## [ASSIGNMENT]
Transcribe each record exactly; skip any picture.

## [RECORD SET]
··········

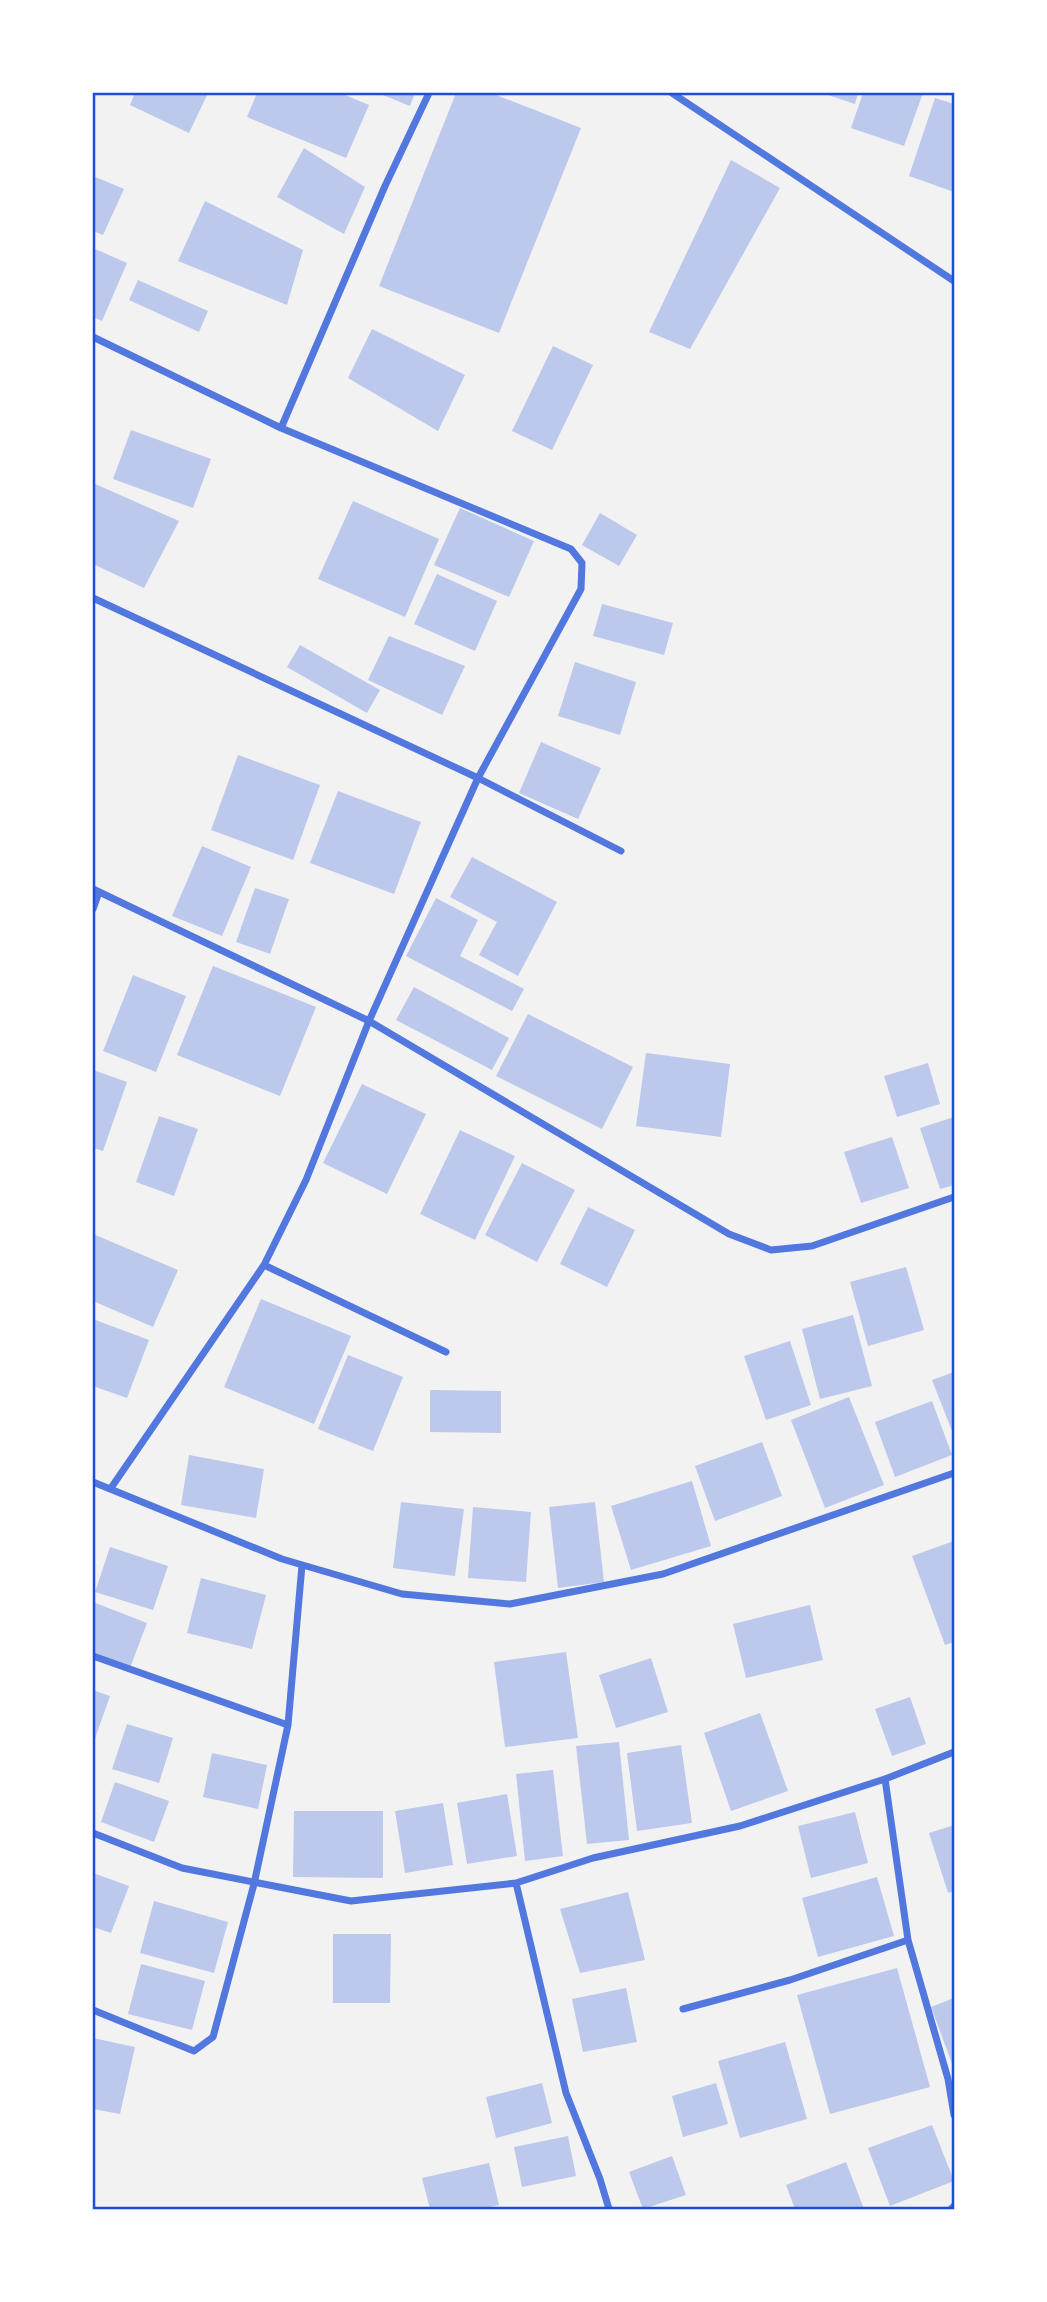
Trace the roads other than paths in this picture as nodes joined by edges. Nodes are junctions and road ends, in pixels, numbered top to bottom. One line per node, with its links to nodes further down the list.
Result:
1 (429, 93): 5 (street)
2 (672, 93): 3 (street)
3 (954, 281)
4 (93, 337): 5 (street)
5 (281, 428): 7 (street)
6 (93, 598): 7 (street)
7 (478, 778): 8 (street); 11 (street)
8 (621, 851)
9 (96, 890): 10 (street); 11 (street)
10 (93, 909)
11 (369, 1021): 12 (street); 13 (street)
12 (954, 1197)
13 (264, 1265): 14 (street); 17 (street)
14 (446, 1352)
15 (954, 1472): 18 (street)
16 (93, 1482): 17 (street)
17 (111, 1488): 18 (street)
18 (302, 1565): 20 (street)
19 (93, 1656): 20 (street)
20 (288, 1725): 25 (street)
21 (954, 1752): 22 (street)
22 (885, 1779): 24 (street); 26 (street)
23 (93, 1833): 25 (street)
24 (516, 1883): 25 (street); 31 (street)
25 (254, 1884): 28 (street)
26 (908, 1940): 27 (street); 29 (street)
27 (684, 2009)
28 (93, 2010)
29 (951, 2078): 30 (street)
30 (954, 2115)
31 (608, 2209)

··········

## [SOLUTION TO THE PROBLEM]
Trace the roads other than paths in this picture as nodes joined by edges. Nodes are junctions and road ends, in pixels, numbered top to bottom. One line per node, with its links to nodes further down the list.
Result:
1 (429, 93): 5 (street)
2 (672, 93): 3 (street)
3 (954, 281)
4 (93, 337): 5 (street)
5 (281, 428): 7 (street)
6 (93, 598): 7 (street)
7 (478, 778): 8 (street); 11 (street)
8 (621, 851)
9 (96, 890): 10 (street); 11 (street)
10 (93, 909)
11 (369, 1021): 12 (street); 13 (street)
12 (954, 1197)
13 (264, 1265): 14 (street); 17 (street)
14 (446, 1352)
15 (954, 1472): 18 (street)
16 (93, 1482): 17 (street)
17 (111, 1488): 18 (street)
18 (302, 1565): 20 (street)
19 (93, 1656): 20 (street)
20 (288, 1725): 25 (street)
21 (954, 1752): 22 (street)
22 (885, 1779): 24 (street); 26 (street)
23 (93, 1833): 25 (street)
24 (516, 1883): 25 (street); 31 (street)
25 (254, 1884): 28 (street)
26 (908, 1940): 27 (street); 29 (street)
27 (684, 2009)
28 (93, 2010)
29 (951, 2078): 30 (street)
30 (954, 2115)
31 (608, 2209)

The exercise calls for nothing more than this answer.